'top add filter commands via command line options
I'm trying to add filter commands to top for non-interactive usage. While using top, it is possible to specify filters interactively, e.g.
$ top
Type: o
Enter: COMMAND=MyProcess
will show only those processes with "MyProcss" in the command.
Further, top's display settings can be saved to file with "W" from the command line to $HOME/.toprc. Then when top is started again, it will use those display settings instead of the default.
But it seems that filters which are added via "COMMAND=..." are not saved in the .toprc file. So is it possible to add these filters via command line so that top can output the data non-interactively? I can't use top's "-p" option to display data from specific PIDs since I have more than 20 PIDs that need to be tracked, and they could be added after top is invoked. Also, I don't want to output data for all 900+ processes that are running on my machine.
Finally, I don't really want to just grep the process names since I want the header of top as well.

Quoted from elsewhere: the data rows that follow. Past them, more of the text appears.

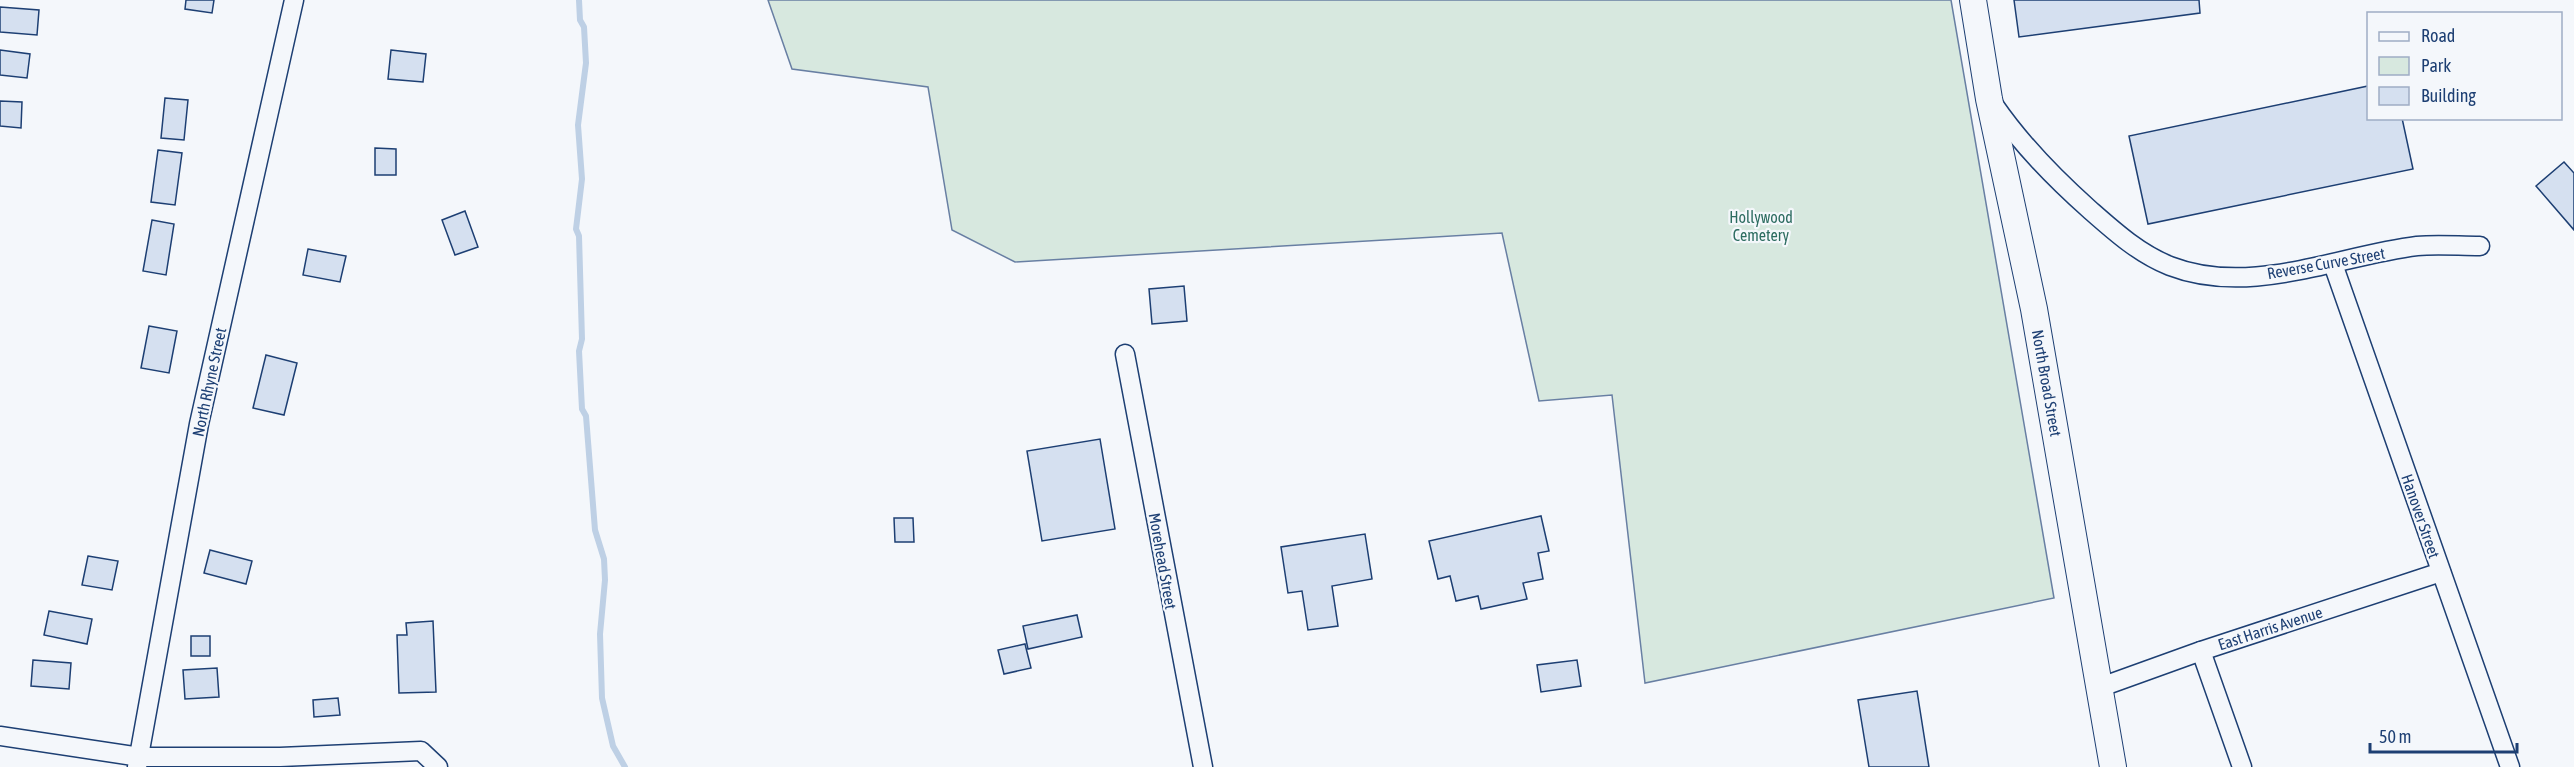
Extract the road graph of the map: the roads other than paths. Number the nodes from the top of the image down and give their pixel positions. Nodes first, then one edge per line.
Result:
1 (294, 0) edge
2 (1973, 0) edge
3 (1989, 99) junction
4 (2480, 246) dead end
5 (2333, 264) junction
6 (1125, 354) dead end
7 (2441, 572) junction
8 (2201, 651) junction
9 (2101, 687) junction
10 (0, 736) edge
11 (138, 762) edge
12 (438, 767) edge
13 (1203, 767) edge
14 (2114, 767) edge
15 (2242, 767) edge
16 (2510, 767) edge

1 - 11 street, North Rhyne Street
2 - 3 street, North Broad Street
3 - 5 street, Reverse Curve Street
3 - 9 street, North Broad Street
4 - 5 street, Reverse Curve Street
5 - 7 street, Hanover Street
6 - 13 street, Morehead Street
7 - 8 street, East Harris Avenue
7 - 16 street, Hanover Street
8 - 9 street, East Harris Avenue
8 - 15 street
9 - 14 street, North Broad Street
10 - 11 street
11 - 12 street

So ideally, the pseudo command would be like, but this doesn't work:
top -b -o 'COMMAND=MyProcess' -o '!COMMAND=NotThisProcess'
Solution 1:[1]
According to my top man page, -o is for sort order only. I see no command line options to specify an "other" filter. And the -b option precludes reading user input to type in a filter.
Assuming your top is like mine, there are 7 lines of headers. So if you want to only see "MyProcess" processes, you can do this:
top -b -n 1 | sed '8,$ {/MyProcess/! d}'
Meaning, from lines 8 to the end, delete any line that does not contain MyProcess.
Solution 2:[2]
What top version are you using (top -v)? This matters since some versions state that "active 'other filters'" are saved in the PERSONAL Configuration File, while others do not. For example, compare the top man page on man7.org vs the one on manpages.ubuntu.com
For me, top -v returns procps-ng 3.3.12
Looking at the procps-ng repository I can see that there was an issue to add support for this. That issue was resolved and support for saving Other Filters to the config file was added and is available in v3.3.16
So for my environment, upgrading top to 3.3.16 would give me the config feature you're looking for. Obviously your environment might be different.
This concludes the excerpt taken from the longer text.